MATERIAL TO PROCESS:
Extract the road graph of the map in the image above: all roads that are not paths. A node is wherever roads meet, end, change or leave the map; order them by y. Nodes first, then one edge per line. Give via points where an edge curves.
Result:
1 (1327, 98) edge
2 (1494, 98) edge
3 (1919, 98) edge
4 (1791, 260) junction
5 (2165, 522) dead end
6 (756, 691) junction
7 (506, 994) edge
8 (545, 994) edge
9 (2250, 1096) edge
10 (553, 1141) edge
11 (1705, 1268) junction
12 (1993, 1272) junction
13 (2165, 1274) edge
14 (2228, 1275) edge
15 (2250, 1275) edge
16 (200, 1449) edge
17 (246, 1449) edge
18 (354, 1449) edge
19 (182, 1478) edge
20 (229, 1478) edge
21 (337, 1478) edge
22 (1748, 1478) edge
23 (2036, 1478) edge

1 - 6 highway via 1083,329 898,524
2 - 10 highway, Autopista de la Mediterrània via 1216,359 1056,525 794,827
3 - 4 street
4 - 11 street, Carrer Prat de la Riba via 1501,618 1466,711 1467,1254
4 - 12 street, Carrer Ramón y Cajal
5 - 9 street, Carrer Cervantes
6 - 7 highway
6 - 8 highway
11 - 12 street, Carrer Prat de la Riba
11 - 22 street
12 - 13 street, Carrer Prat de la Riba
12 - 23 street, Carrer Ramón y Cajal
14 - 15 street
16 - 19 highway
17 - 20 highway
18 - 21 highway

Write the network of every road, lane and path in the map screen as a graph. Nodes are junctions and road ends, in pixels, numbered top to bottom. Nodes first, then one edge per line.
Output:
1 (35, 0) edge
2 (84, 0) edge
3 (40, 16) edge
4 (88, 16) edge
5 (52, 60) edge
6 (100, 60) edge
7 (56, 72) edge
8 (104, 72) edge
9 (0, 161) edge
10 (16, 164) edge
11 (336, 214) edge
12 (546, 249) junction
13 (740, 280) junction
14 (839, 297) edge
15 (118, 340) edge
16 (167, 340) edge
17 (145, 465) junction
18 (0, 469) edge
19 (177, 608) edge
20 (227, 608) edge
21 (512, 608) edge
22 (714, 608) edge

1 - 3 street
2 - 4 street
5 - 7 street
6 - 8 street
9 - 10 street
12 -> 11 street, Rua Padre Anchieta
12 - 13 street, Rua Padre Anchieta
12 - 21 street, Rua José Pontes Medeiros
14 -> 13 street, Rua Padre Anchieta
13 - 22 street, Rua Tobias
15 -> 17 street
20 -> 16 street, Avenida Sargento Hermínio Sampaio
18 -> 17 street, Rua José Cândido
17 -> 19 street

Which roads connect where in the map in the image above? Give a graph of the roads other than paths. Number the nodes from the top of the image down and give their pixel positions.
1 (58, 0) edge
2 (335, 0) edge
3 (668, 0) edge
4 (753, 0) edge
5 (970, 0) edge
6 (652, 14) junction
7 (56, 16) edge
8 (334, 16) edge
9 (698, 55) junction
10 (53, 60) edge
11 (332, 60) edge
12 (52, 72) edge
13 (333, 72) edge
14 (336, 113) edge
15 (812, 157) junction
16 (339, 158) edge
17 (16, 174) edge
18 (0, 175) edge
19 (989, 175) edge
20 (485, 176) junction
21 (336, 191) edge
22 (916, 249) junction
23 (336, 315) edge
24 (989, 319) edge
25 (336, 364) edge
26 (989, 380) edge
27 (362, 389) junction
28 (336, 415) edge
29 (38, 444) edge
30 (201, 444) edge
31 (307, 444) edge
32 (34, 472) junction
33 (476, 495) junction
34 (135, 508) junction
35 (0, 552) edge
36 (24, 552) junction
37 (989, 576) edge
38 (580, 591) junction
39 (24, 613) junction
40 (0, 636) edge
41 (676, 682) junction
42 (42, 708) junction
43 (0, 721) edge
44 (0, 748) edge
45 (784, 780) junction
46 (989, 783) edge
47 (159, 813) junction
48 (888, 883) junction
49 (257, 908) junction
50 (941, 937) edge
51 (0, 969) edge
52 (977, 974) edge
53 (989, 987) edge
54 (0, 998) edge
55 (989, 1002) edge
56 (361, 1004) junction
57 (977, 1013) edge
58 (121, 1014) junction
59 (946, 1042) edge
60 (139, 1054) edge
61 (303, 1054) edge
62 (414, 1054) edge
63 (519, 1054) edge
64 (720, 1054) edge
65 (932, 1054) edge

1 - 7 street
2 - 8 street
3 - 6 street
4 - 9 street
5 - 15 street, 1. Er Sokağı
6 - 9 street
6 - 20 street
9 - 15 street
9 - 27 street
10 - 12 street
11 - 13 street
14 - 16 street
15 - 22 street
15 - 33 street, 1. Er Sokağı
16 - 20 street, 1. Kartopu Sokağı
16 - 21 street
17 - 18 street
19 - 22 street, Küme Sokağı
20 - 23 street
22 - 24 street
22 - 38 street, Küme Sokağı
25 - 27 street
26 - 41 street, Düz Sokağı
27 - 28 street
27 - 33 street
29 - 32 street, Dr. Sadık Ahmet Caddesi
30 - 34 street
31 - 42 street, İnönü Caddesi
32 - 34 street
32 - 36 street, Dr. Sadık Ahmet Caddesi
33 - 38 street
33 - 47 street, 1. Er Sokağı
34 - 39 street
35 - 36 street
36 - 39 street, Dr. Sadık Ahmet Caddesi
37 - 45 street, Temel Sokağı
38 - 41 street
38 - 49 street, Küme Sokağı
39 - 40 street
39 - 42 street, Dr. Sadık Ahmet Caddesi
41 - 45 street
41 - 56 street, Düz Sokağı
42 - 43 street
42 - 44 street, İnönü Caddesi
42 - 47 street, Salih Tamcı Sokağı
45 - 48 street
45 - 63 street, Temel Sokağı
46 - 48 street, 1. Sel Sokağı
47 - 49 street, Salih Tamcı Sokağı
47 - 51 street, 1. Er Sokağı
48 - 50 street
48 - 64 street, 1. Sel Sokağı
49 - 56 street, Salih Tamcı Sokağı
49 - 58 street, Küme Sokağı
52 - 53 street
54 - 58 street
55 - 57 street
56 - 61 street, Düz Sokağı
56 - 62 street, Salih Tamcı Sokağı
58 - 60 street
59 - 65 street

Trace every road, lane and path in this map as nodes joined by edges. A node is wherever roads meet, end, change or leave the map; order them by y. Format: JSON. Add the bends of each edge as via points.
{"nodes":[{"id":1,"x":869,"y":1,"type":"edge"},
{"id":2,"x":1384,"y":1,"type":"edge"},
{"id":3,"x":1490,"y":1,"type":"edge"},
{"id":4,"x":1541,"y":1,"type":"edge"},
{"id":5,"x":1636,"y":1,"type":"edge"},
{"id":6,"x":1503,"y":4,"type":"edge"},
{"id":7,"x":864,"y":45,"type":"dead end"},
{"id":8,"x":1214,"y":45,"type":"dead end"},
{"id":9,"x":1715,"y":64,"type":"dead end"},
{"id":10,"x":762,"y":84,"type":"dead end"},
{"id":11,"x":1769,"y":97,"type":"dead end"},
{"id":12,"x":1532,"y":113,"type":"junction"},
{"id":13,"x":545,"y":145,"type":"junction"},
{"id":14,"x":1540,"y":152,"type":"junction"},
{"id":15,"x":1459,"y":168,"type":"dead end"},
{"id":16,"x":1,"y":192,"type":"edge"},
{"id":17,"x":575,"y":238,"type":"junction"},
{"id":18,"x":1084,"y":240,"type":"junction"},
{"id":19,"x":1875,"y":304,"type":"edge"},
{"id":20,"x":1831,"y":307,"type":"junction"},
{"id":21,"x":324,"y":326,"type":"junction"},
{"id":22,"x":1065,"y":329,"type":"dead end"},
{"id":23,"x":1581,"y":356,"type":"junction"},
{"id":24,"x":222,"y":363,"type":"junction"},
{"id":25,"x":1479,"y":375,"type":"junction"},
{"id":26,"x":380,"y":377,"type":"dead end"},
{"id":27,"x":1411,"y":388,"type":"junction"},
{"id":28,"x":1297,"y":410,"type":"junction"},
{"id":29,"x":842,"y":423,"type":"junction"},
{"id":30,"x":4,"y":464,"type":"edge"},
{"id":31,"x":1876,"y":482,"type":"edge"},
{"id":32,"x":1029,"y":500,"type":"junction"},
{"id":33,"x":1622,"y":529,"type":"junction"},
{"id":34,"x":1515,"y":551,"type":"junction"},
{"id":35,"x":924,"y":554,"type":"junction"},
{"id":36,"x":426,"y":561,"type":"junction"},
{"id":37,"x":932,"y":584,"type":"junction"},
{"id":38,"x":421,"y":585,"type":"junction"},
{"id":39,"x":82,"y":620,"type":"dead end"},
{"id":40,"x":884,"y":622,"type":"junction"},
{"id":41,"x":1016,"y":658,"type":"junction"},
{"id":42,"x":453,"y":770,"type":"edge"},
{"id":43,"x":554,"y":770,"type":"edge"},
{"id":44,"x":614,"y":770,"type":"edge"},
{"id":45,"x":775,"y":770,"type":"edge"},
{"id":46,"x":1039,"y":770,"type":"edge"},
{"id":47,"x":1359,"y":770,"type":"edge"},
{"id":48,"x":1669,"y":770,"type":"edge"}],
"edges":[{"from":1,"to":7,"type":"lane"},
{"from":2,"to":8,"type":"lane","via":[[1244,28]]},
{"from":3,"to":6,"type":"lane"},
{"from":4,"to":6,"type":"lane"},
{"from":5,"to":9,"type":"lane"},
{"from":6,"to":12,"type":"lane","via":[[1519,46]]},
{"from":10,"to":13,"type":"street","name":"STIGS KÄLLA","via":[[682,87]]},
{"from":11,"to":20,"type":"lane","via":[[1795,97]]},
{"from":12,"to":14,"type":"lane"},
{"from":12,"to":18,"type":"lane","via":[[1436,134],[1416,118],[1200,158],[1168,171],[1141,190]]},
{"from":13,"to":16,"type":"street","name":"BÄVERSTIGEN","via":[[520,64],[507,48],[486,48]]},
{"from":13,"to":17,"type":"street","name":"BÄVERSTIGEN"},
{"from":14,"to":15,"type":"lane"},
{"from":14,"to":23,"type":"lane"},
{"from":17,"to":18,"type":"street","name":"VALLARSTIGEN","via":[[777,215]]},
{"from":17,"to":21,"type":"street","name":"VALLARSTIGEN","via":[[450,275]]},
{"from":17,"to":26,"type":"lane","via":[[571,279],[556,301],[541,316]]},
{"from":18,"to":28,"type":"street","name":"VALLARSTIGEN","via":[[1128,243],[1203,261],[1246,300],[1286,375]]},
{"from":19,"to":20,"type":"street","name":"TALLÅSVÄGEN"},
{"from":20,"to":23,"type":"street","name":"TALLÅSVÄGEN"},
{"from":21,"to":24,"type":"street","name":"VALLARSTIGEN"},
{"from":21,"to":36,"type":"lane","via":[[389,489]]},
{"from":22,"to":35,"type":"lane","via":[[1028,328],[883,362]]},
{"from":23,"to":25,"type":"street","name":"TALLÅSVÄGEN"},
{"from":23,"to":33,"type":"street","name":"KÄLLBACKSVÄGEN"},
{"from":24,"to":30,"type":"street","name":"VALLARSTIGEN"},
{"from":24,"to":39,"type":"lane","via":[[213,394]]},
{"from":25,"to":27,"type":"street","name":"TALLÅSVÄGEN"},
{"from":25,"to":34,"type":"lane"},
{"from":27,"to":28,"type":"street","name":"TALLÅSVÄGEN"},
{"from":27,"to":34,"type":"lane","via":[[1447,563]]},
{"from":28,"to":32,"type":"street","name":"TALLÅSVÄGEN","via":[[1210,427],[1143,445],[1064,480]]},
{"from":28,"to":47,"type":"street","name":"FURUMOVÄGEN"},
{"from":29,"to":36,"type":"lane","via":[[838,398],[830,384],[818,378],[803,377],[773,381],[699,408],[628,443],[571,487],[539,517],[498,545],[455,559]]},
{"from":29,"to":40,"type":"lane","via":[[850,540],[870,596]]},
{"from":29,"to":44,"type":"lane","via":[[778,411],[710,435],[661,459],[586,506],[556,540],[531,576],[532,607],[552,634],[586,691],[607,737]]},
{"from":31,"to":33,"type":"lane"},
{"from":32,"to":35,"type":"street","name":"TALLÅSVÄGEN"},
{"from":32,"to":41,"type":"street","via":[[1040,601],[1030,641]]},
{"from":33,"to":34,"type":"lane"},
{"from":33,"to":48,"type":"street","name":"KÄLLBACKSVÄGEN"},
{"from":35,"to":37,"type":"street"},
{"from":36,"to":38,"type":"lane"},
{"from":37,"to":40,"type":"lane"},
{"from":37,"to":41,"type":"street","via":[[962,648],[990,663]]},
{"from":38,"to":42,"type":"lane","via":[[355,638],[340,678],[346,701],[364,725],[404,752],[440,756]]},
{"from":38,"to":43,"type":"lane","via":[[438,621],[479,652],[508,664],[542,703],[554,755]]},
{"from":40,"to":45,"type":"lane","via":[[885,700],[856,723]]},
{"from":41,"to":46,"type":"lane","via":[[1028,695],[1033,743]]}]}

EXERCISE REQUIREMENTS: Lines with the string "Tamcı": say how many appear in the entries above, giving the number alone.

RESPONSE AREA: 4